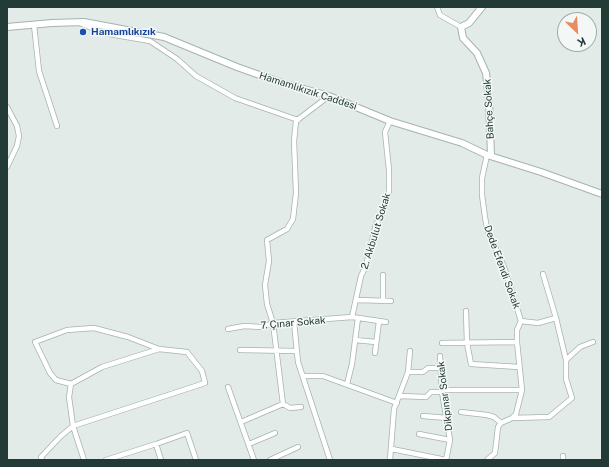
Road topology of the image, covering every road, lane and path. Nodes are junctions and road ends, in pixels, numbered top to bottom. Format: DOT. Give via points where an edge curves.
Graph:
graph roads {
  1 [pos="437,7"];
  2 [pos="482,7"];
  3 [pos="78,22"];
  4 [pos="34,25"];
  5 [pos="7,27"];
  6 [pos="461,27"];
  7 [pos="329,96"];
  8 [pos="7,108"];
  9 [pos="298,120"];
  10 [pos="390,121"];
  11 [pos="57,126"];
  12 [pos="489,156"];
  13 [pos="7,167"];
  14 [pos="602,194"];
  15 [pos="542,274"];
  16 [pos="383,275"];
  17 [pos="357,300"];
  18 [pos="383,301"];
  19 [pos="391,301"];
  20 [pos="466,311"];
  21 [pos="352,317"];
  22 [pos="358,318"];
  23 [pos="556,318"];
  24 [pos="379,321"];
  25 [pos="521,321"];
  26 [pos="294,322"];
  27 [pos="386,322"];
  28 [pos="273,323"];
  29 [pos="228,329"];
  30 [pos="355,340"];
  31 [pos="376,342"];
  32 [pos="442,342"];
  33 [pos="517,342"];
  34 [pos="593,342"];
  35 [pos="467,343"];
  36 [pos="159,349"];
  37 [pos="240,350"];
  38 [pos="276,351"];
  39 [pos="296,351"];
  40 [pos="410,351"];
  41 [pos="375,353"];
  42 [pos="440,356"];
  43 [pos="566,360"];
  44 [pos="519,367"];
  45 [pos="441,368"];
  46 [pos="408,372"];
  47 [pos="303,376"];
  48 [pos="70,384"];
  49 [pos="347,384"];
  50 [pos="228,387"];
  51 [pos="522,390"];
  52 [pos="442,391"];
  53 [pos="400,396"];
  54 [pos="397,403"];
  55 [pos="283,404"];
  56 [pos="301,407"];
  57 [pos="461,412"];
  58 [pos="423,416"];
  59 [pos="447,418"];
  60 [pos="512,418"];
  61 [pos="241,422"];
  62 [pos="501,423"];
  63 [pos="73,426"];
  64 [pos="275,433"];
  65 [pos="419,434"];
  66 [pos="450,440"];
  67 [pos="156,444"];
  68 [pos="249,444"];
  69 [pos="298,447"];
  70 [pos="392,449"];
  71 [pos="42,460"];
  72 [pos="84,460"];
  73 [pos="106,460"];
  74 [pos="160,460"];
  75 [pos="196,460"];
  76 [pos="254,460"];
  77 [pos="270,460"];
  78 [pos="330,460"];
  79 [pos="390,460"];
  80 [pos="446,460"];
  81 [pos="487,460"];
  1 -- 6 [label="street" via="440,15"];
  2 -- 6 [label="street" via="469,23"];
  3 -- 4 [label="street, Hamamlıkızık Caddesi"];
  3 -- 7 [label="street, Hamamlıkızık Caddesi" via="164,37 237,67"];
  3 -- 9 [label="street" via="103,33 150,41 177,59 196,76 235,98"];
  4 -- 5 [label="street, Hamamlıkızık Caddesi"];
  4 -- 11 [label="street" via="40,71"];
  6 -- 12 [label="street, Bahçe Sokak" via="463,38 477,53 486,73 489,100"];
  7 -- 9 [label="street"];
  7 -- 10 [label="street, Hamamlıkızık Caddesi"];
  8 -- 13 [label="street" via="18,126 19,136"];
  9 -- 28 [label="street" via="294,141 296,193 293,219 288,228 267,240 268,261 264,285"];
  10 -- 12 [label="street, Hamamlıkızık Caddesi" via="462,143"];
  10 -- 17 [label="street, 2. Akbulut Sokak" via="385,132 389,193 376,224"];
  12 -- 14 [label="street, Hamamlıkızık Caddesi"];
  12 -- 25 [label="street, Dede Efendi Sokak" via="482,178 487,229 504,267"];
  15 -- 23 [label="street"];
  16 -- 18 [label="street"];
  17 -- 18 [label="street"];
  17 -- 21 [label="street, 2. Akbulut Sokak"];
  18 -- 19 [label="street"];
  20 -- 35 [label="street"];
  21 -- 22 [label="street, 7. Çınar Sokak"];
  21 -- 26 [label="street, 7. Çınar Sokak"];
  22 -- 24 [label="street, 7. Çınar Sokak"];
  22 -- 30 [label="street"];
  23 -- 25 [label="street" via="538,323"];
  23 -- 43 [label="street"];
  24 -- 27 [label="street, 7. Çınar Sokak"];
  24 -- 31 [label="street"];
  25 -- 33 [label="street, Dede Efendi Sokak" via="517,330"];
  26 -- 28 [label="street, 7. Çınar Sokak"];
  26 -- 39 [label="street"];
  28 -- 29 [label="street, 7. Çınar Sokak" via="262,327 244,326"];
  28 -- 38 [label="street"];
  30 -- 31 [label="street"];
  30 -- 49 [label="street"];
  31 -- 41 [label="street"];
  32 -- 35 [label="street"];
  33 -- 35 [label="street"];
  33 -- 44 [label="street, Dede Efendi Sokak"];
  34 -- 43 [label="street" via="580,347"];
  35 -- 44 [label="street" via="471,364"];
  36 -- 48 [label="street" via="102,367"];
  36 -- 48 [label="street" via="94,328 67,330 35,342 50,373 56,380"];
  36 -- 63 [label="street" via="187,352 202,371 205,383"];
  37 -- 38 [label="street"];
  38 -- 39 [label="street"];
  38 -- 55 [label="street"];
  39 -- 47 [label="street"];
  40 -- 46 [label="street"];
  42 -- 45 [label="street, Dikpınar Sokak"];
  43 -- 60 [label="street" via="566,379 572,398 549,417"];
  44 -- 51 [label="street, Dede Efendi Sokak"];
  45 -- 46 [label="street"];
  45 -- 52 [label="street, Dikpınar Sokak"];
  46 -- 53 [label="street"];
  47 -- 49 [label="street" via="323,376"];
  47 -- 78 [label="street"];
  48 -- 63 [label="street"];
  49 -- 54 [label="street"];
  50 -- 61 [label="street"];
  51 -- 52 [label="street"];
  51 -- 60 [label="street, Dede Efendi Sokak" via="516,414"];
  52 -- 53 [label="street" via="431,392 426,397"];
  52 -- 59 [label="street, Dikpınar Sokak"];
  53 -- 54 [label="street"];
  54 -- 70 [label="street" via="393,416"];
  55 -- 56 [label="street" via="290,408"];
  55 -- 61 [label="street"];
  57 -- 62 [label="street" via="487,415"];
  58 -- 59 [label="street"];
  59 -- 66 [label="street, Dikpınar Sokak"];
  60 -- 62 [label="street"];
  61 -- 68 [label="street"];
  62 -- 81 [label="street" via="498,427 495,453"];
  63 -- 71 [label="street" via="41,456"];
  63 -- 72 [label="street"];
  64 -- 68 [label="street"];
  65 -- 66 [label="street"];
  66 -- 80 [label="street, Dikpınar Sokak"];
  67 -- 73 [label="street"];
  67 -- 74 [label="street"];
  67 -- 75 [label="street" via="187,433"];
  68 -- 76 [label="street"];
  69 -- 77 [label="street"];
  70 -- 79 [label="street"];
  70 -- 80 [label="street"];
}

◆ Exercise aim ◆
Among the lines above, list those that contain the word "Dikpınar".

◆ The completed task ◆
  42 -- 45 [label="street, Dikpınar Sokak"];
  45 -- 52 [label="street, Dikpınar Sokak"];
  52 -- 59 [label="street, Dikpınar Sokak"];
  59 -- 66 [label="street, Dikpınar Sokak"];
  66 -- 80 [label="street, Dikpınar Sokak"];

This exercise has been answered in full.